**PROBLEM DETAILS**
Scan the listing below and copy each line holding the word "name".

**DATA SHOWN**
++++++++++
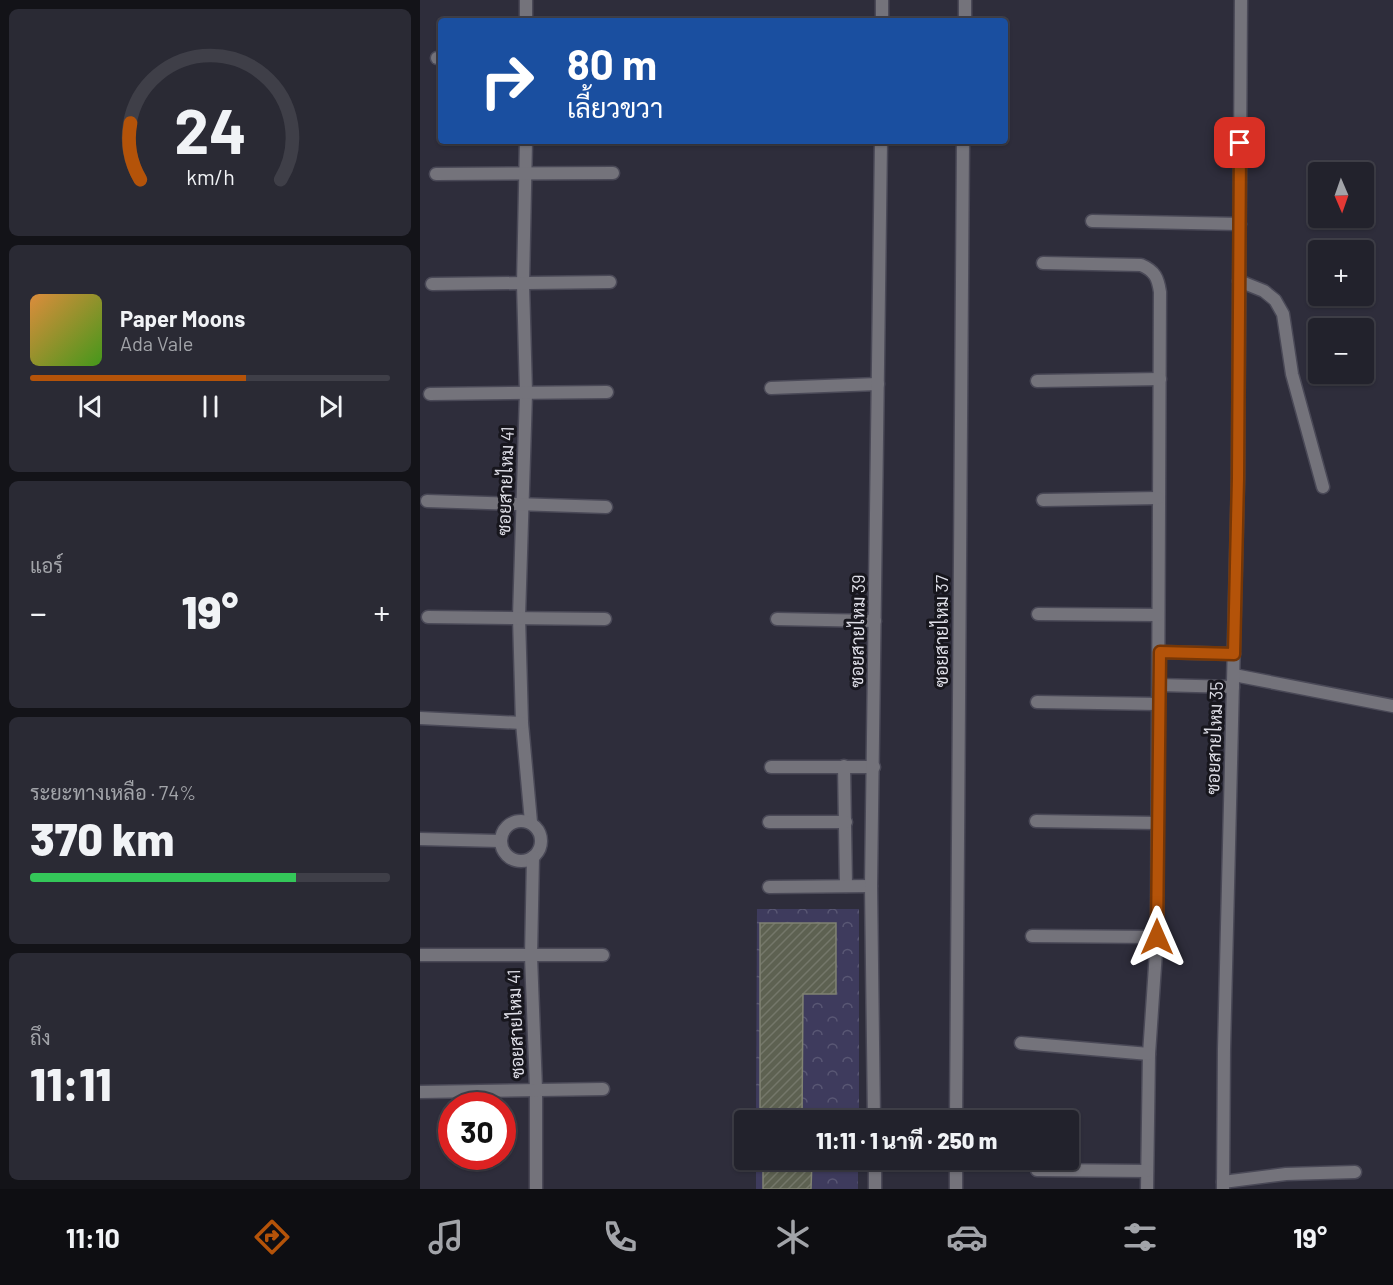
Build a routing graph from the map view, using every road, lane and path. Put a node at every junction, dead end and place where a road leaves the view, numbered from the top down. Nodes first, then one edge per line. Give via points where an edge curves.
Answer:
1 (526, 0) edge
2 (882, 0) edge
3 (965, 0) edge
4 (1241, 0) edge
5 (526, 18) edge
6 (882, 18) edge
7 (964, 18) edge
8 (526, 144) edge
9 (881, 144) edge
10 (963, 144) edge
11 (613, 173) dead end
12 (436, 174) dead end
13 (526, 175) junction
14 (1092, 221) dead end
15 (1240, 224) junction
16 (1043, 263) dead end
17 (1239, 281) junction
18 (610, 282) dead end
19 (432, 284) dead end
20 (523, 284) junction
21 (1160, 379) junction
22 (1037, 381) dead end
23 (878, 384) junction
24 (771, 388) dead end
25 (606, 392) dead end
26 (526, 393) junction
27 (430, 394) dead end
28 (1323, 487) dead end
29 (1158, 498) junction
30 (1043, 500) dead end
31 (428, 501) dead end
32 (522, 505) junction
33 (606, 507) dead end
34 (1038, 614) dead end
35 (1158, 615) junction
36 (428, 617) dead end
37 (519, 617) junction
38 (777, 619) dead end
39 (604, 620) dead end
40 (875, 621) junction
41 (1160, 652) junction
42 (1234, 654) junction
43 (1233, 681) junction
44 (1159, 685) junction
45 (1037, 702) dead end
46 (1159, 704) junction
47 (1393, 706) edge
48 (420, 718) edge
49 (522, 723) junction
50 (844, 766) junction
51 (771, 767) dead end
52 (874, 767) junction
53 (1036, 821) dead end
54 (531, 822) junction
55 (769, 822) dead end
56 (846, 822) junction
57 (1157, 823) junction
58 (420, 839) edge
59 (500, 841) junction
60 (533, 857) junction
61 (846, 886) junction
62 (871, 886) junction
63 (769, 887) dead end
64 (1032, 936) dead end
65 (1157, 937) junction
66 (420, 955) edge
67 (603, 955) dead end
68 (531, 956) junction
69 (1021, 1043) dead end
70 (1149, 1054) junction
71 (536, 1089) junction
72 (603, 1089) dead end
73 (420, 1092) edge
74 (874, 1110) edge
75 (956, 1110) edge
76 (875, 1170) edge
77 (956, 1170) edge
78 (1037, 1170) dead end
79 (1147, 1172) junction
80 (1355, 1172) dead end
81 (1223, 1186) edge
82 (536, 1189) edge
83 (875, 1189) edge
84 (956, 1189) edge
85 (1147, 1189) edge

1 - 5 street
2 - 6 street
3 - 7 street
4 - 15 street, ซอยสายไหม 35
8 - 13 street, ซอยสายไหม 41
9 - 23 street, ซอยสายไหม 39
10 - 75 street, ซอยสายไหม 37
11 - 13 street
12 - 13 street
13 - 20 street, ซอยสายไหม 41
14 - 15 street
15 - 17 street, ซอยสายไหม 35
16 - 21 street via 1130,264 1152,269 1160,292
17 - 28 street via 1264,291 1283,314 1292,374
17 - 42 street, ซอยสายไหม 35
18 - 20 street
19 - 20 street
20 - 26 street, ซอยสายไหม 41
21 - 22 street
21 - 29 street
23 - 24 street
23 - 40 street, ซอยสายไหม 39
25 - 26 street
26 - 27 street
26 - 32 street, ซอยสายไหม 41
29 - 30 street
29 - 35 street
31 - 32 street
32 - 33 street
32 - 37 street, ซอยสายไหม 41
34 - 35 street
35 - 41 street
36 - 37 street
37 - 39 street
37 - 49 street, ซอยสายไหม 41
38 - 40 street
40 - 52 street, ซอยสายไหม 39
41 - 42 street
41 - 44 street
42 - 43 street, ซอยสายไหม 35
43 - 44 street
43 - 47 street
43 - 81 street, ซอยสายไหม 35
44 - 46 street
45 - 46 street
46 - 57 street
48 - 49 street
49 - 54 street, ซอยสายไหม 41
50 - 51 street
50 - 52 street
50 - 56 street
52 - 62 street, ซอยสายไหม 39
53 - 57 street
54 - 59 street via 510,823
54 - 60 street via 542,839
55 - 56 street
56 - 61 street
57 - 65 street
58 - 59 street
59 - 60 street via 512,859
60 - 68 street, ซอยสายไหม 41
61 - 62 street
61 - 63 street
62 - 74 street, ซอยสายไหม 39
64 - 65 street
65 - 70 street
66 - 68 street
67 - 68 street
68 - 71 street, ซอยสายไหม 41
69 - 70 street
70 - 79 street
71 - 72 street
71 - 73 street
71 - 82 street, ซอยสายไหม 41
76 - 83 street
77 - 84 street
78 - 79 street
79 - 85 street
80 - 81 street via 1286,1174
++++++++++
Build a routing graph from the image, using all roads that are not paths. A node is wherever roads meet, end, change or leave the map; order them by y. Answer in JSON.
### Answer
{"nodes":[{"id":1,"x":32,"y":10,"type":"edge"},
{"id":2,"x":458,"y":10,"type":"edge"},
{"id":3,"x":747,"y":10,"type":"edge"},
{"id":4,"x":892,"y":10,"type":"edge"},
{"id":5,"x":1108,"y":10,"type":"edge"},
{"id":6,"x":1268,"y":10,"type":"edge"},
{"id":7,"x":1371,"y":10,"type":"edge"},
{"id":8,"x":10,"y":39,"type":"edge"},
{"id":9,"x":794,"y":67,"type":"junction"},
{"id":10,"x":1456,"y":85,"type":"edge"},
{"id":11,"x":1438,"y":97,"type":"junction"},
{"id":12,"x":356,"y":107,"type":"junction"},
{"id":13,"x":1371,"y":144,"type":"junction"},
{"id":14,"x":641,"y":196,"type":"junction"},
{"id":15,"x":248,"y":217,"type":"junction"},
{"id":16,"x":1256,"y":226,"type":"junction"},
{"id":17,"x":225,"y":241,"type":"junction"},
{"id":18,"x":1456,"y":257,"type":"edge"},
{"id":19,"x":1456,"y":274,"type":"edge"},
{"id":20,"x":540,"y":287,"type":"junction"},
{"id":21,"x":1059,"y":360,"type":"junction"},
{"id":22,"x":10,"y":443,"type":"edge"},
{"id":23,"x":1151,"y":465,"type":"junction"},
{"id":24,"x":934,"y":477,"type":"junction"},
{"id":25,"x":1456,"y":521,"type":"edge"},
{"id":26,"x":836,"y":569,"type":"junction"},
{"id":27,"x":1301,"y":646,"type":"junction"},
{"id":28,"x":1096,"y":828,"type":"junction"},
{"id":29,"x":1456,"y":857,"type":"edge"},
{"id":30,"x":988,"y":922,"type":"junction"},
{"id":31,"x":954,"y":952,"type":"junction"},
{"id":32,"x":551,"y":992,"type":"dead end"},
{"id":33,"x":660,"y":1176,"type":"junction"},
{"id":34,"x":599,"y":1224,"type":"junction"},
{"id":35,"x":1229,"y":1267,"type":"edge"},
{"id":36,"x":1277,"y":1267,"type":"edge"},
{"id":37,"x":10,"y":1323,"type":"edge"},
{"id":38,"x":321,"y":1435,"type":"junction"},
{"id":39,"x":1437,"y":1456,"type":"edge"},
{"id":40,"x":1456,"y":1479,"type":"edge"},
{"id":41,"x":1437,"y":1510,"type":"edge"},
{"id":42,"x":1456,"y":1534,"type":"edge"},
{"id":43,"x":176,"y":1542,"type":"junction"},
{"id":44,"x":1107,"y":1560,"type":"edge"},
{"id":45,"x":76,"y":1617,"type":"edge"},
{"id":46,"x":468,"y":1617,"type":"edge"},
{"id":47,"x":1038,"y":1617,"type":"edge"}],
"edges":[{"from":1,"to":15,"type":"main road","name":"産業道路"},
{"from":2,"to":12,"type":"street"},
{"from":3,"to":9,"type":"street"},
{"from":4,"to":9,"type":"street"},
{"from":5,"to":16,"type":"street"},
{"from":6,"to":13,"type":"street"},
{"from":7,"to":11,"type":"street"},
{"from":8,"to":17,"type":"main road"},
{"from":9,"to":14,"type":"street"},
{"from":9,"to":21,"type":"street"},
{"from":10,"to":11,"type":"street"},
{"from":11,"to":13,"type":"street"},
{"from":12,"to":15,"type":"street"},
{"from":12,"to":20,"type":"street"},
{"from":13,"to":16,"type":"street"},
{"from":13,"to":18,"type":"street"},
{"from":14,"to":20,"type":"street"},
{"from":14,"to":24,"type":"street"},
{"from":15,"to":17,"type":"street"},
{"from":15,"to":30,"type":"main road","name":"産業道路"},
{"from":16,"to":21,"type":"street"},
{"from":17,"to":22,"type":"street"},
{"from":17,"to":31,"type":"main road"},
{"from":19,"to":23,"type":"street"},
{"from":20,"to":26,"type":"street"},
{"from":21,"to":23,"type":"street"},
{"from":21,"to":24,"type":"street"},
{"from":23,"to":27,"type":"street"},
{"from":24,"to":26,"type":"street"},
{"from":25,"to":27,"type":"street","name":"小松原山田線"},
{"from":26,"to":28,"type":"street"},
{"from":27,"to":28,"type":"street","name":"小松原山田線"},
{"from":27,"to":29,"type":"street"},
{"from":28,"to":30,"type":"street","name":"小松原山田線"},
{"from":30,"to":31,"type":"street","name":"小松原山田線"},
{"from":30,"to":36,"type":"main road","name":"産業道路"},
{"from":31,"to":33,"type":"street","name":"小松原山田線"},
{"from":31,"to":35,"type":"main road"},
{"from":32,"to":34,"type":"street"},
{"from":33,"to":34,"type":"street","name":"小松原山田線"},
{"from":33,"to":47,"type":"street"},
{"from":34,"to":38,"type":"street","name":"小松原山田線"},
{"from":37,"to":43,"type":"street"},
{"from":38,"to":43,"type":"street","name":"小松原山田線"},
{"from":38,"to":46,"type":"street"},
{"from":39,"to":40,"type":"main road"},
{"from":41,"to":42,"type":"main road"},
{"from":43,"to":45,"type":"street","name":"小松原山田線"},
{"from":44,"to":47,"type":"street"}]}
++++++++++
**EXPECTED OUTPUT**
"edges":[{"from":1,"to":15,"type":"main road","name":"産業道路"},
{"from":15,"to":30,"type":"main road","name":"産業道路"},
{"from":25,"to":27,"type":"street","name":"小松原山田線"},
{"from":27,"to":28,"type":"street","name":"小松原山田線"},
{"from":28,"to":30,"type":"street","name":"小松原山田線"},
{"from":30,"to":31,"type":"street","name":"小松原山田線"},
{"from":30,"to":36,"type":"main road","name":"産業道路"},
{"from":31,"to":33,"type":"street","name":"小松原山田線"},
{"from":33,"to":34,"type":"street","name":"小松原山田線"},
{"from":34,"to":38,"type":"street","name":"小松原山田線"},
{"from":38,"to":43,"type":"street","name":"小松原山田線"},
{"from":43,"to":45,"type":"street","name":"小松原山田線"},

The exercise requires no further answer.